1. Field of the Invention
This invention relates to image processing and in particular to techniques for processing images captured under varying colors, and/or levels of illumination, such as video imaging systems.
2. Description of the Prior Art
Conventional image processing systems capture and reproduce images as illuminated by ambient light. That is, an image will be reproduced differently if captured under different ambient illumination conditions. Such conventional systems may have difficulty reproducing the colors, and/or levels of intensity and contrast, of an image as seen by a human observer as a result of the color of the illumination and/or varying levels of illumination in the image.
For example, the skin tones of a color image of a person photographed in midday sunlight will differ from the skin tones of a photograph of the same person taken at sunset. The ambient light at sunset includes colors which are reflected by the skin and reproduced in the skin tones by the imaging process. To a human viewer, however, the skin tones appear about the same, whether viewed at sunset or in midday sunlight as a result of automatic corrections made by the human nervous system.

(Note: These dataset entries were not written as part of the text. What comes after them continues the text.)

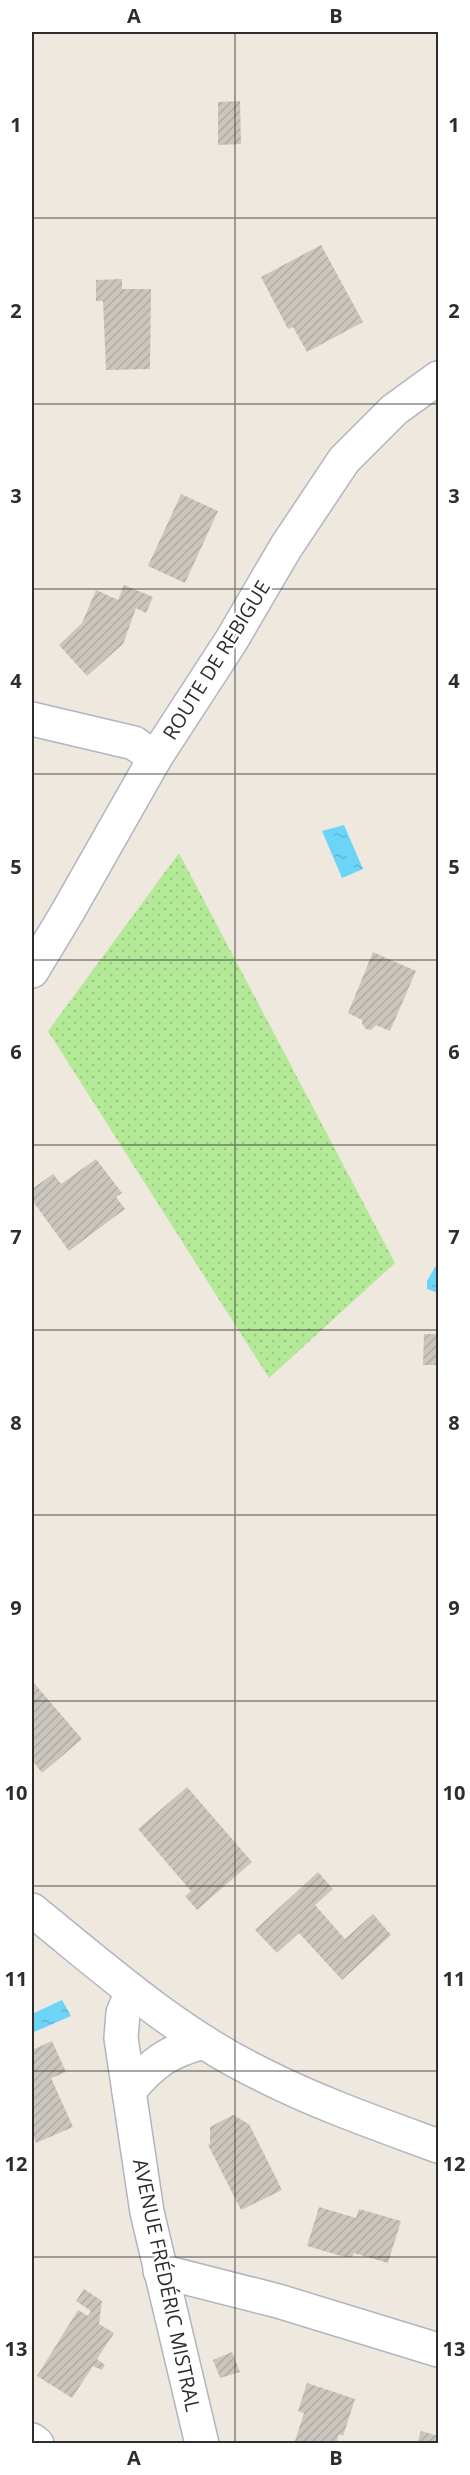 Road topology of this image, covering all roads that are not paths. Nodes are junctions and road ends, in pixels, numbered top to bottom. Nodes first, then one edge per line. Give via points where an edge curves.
1 (438, 378) edge
2 (32, 719) edge
3 (154, 758) junction
4 (32, 971) edge
5 (32, 1910) edge
6 (132, 1991) junction
7 (204, 2042) junction
8 (129, 2091) junction
9 (438, 2146) edge
10 (160, 2271) junction
11 (438, 2350) edge
12 (32, 2440) edge
13 (37, 2444) edge
14 (202, 2444) edge

1 - 3 street, ROUTE DE REBIGUE via 394,410 344,460
2 - 3 street via 134,743
3 - 4 street, ROUTE DE REBIGUE
5 - 6 street
6 - 7 street
6 - 8 street, AVENUE FRÉDÉRIC MISTRAL via 123,2013 121,2038
7 - 8 street via 160,2059
7 - 9 street via 260,2074 322,2102
8 - 10 street, AVENUE FRÉDÉRIC MISTRAL
10 - 11 street via 278,2301
10 - 14 street, AVENUE FRÉDÉRIC MISTRAL
12 - 13 street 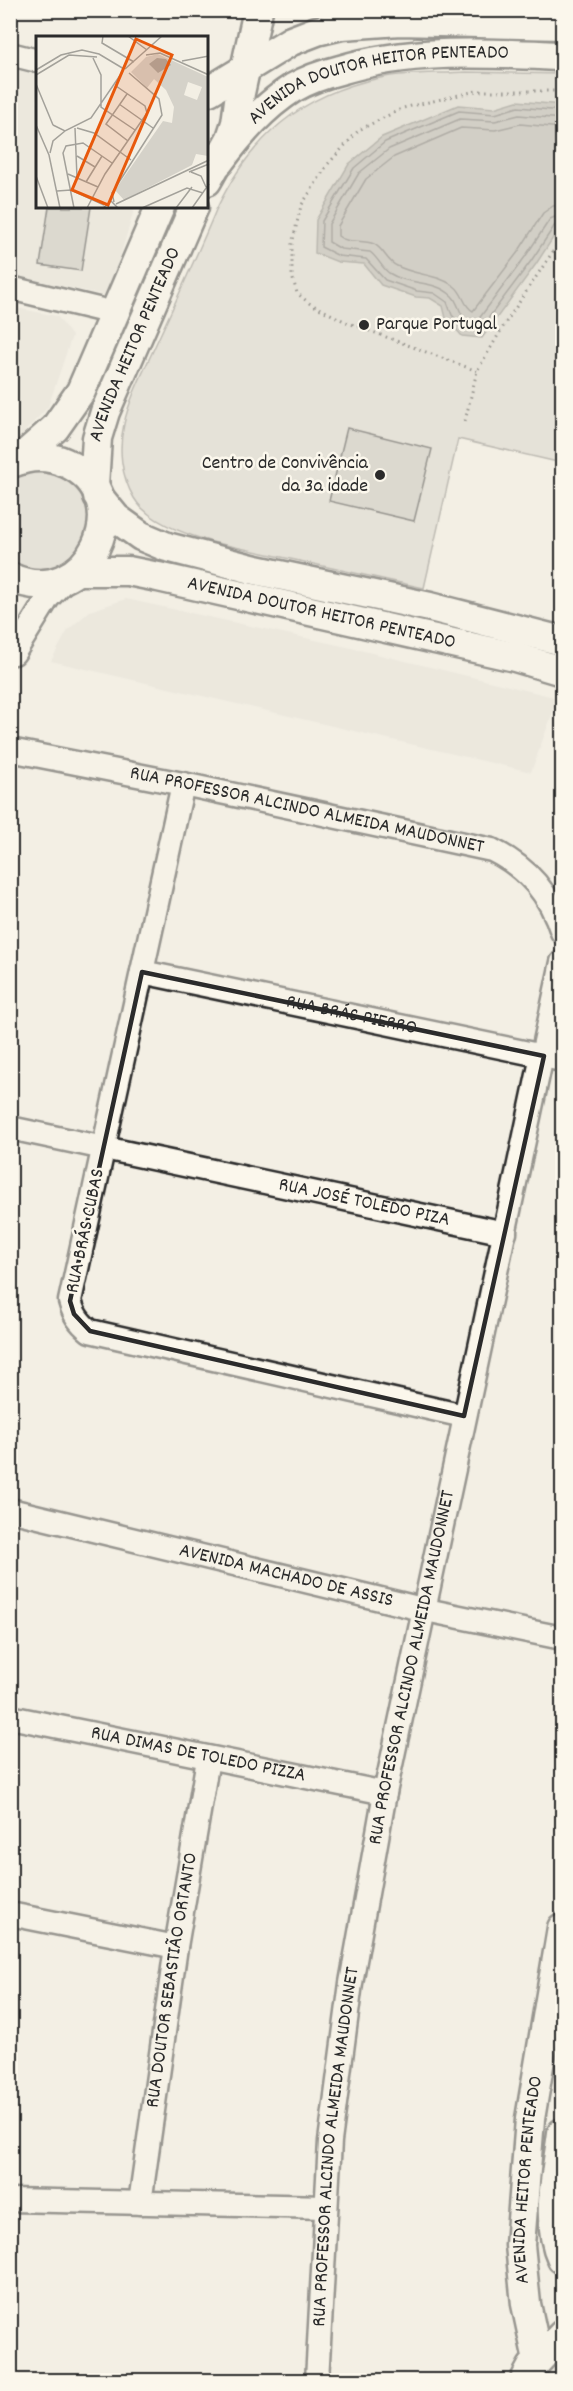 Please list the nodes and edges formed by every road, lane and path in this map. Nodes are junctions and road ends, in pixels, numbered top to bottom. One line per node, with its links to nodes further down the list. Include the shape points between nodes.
1 (254, 12): 3 (main road, via 266,34); 7 (main road); 9 (main road)
2 (562, 25): 3 (main road, AVENIDA DOUTOR HEITOR PENTEADO, via 370,22 317,31)
3 (291, 41): 7 (main road, AVENIDA DOUTOR HEITOR PENTEADO)
4 (10, 54): 6 (street)
5 (562, 56): 10 (main road, AVENIDA DOUTOR HEITOR PENTEADO, via 400,56 322,75 271,104 239,135)
6 (36, 60)
7 (245, 68): 9 (main road, AVENIDA DOUTOR HEITOR PENTEADO); 10 (main road, via 236,123)
8 (562, 91): 16 (path, via 476,91 403,108 359,130 328,164 301,206 292,244 292,276 297,293 346,322)
9 (208, 93)
10 (213, 171)
11 (160, 208): 15 (main road)
12 (194, 208): 19 (main road, AVENIDA HEITOR PENTEADO, via 105,412 97,438)
13 (562, 238): 16 (path)
14 (10, 288): 15 (street)
15 (114, 313): 18 (main road, via 69,410 55,428)
16 (477, 371): 17 (path)
17 (465, 421)
18 (15, 462): 19 (main road, AVENIDA DOUTOR HEITOR PENTEADO, via 38,456 57,459 74,466)
19 (96, 490): 20 (main road, AVENIDA HEITOR PENTEADO, via 103,517 101,535 94,553); 22 (main road, AVENIDA DOUTOR HEITOR PENTEADO, via 116,518 141,536 167,547)
20 (73, 574): 21 (main road, AVENIDA DOUTOR HEITOR PENTEADO, via 53,583 37,584); 23 (street, via 48,598); 24 (main road, AVENIDA DOUTOR HEITOR PENTEADO, via 128,572 158,577 494,652)
21 (10, 577)
22 (562, 641)
23 (12, 653)
24 (562, 671)
25 (10, 750): 26 (street, RUA PROFESSOR ALCINDO ALMEIDA MAUDONNET)
26 (183, 784): 27 (street, RUA PROFESSOR ALCINDO ALMEIDA MAUDONNET, via 492,850 527,872 545,892); 29 (street, RUA BRÁS CUBAS)
27 (562, 932)
28 (562, 962): 30 (street, RUA PROFESSOR ALCINDO ALMEIDA MAUDONNET)
29 (142, 972): 30 (street, RUA BRÁS PIERRO); 32 (street, RUA BRÁS CUBAS)
30 (553, 1058): 33 (street, RUA PROFESSOR ALCINDO ALMEIDA MAUDONNET)
31 (10, 1128): 32 (street, RUA JOSÉ TOLEDO PIZA)
32 (104, 1150): 33 (street, RUA JOSÉ TOLEDO PIZA); 34 (street, RUA BRÁS CUBAS, via 70,1301 74,1314 90,1331)
33 (505, 1233): 34 (street, RUA PROFESSOR ALCINDO ALMEIDA MAUDONNET)
34 (465, 1416): 36 (street, RUA PROFESSOR ALCINDO ALMEIDA MAUDONNET)
35 (10, 1510): 36 (street, AVENIDA MACHADO DE ASSIS)
36 (426, 1610): 37 (street, AVENIDA MACHADO DE ASSIS); 40 (street, RUA PROFESSOR ALCINDO ALMEIDA MAUDONNET)
37 (562, 1638)
38 (10, 1718): 39 (street, RUA DIMAS DE TOLEDO PIZZA)
39 (208, 1759): 40 (street, RUA DIMAS DE TOLEDO PIZZA); 43 (street, RUA DOUTOR SEBASTIÃO ORTANTO)
40 (385, 1793): 47 (street, RUA PROFESSOR ALCINDO ALMEIDA MAUDONNET, via 351,1983 330,2141)
41 (10, 1914): 43 (street)
42 (562, 1928): 50 (main road, AVENIDA HEITOR PENTEADO, via 530,2118 520,2245)
43 (176, 1947): 46 (street, RUA DOUTOR SEBASTIÃO ORTANTO)
44 (562, 2133): 48 (main road, AVENIDA HEITOR PENTEADO, via 553,2227)
45 (10, 2200): 46 (street)
46 (140, 2203): 47 (street)
47 (326, 2207): 51 (street, RUA PROFESSOR ALCINDO ALMEIDA MAUDONNET)
48 (562, 2259)
49 (562, 2335): 50 (main road)
50 (531, 2370)
51 (317, 2380)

The eye and brain, however, are thought to be able to perceive the approximate reflectance of objects under a variety of illuminants, colored and achromatic. These abilities are known as color constancy and brightness constancy. These constancies result from range compression, with the range maximum set by the brightest or most colorful object in a portion of the scene. As the illumination varies, the light reaching the eye from the most reflective object varies, and the range is adjusted accordingly.
It is thought that while the sensors of the eye can faithfully capture image intensities over a range of more than three orders of magnitude, the range of the optic nerve, which carries the image from the retina in the eye to the brain, is about 1.5 orders of magnitude. This view is presented, for example, by Creutzfeldt et al. in the article entitled "Darkness induction, retinex, and cooperative mechanisms in vision," Exp. Brain Res., volume 67, p. 270, 1987.
The retina must cope with a dynamic range mismatch similar to the mismatch, discussed below, of conventional artificial sensors and display media, and so must provide compensating mechanisms. Photographers and videographers who are not aware of this fact often think that there is something wrong with the camera when, in viewing the captured image, there is a strong coloration or deep shadows due to illumination not observed when the scene was being captured.
In fact, however, the brain corrected for the illumination at the time of image capture using range compression techniques, but the camera recorded the true scene and the display media could not faithfully reproduce it. Thus it has been desirable to interpose a range compression process between image capture and presentation in order to display recorded images faithfully to the human viewer, that is, to display recorded images so that they appear in the same way they appear to the viewer while being captured. This process may be called color or brightness constancy, range-matching or enhancement.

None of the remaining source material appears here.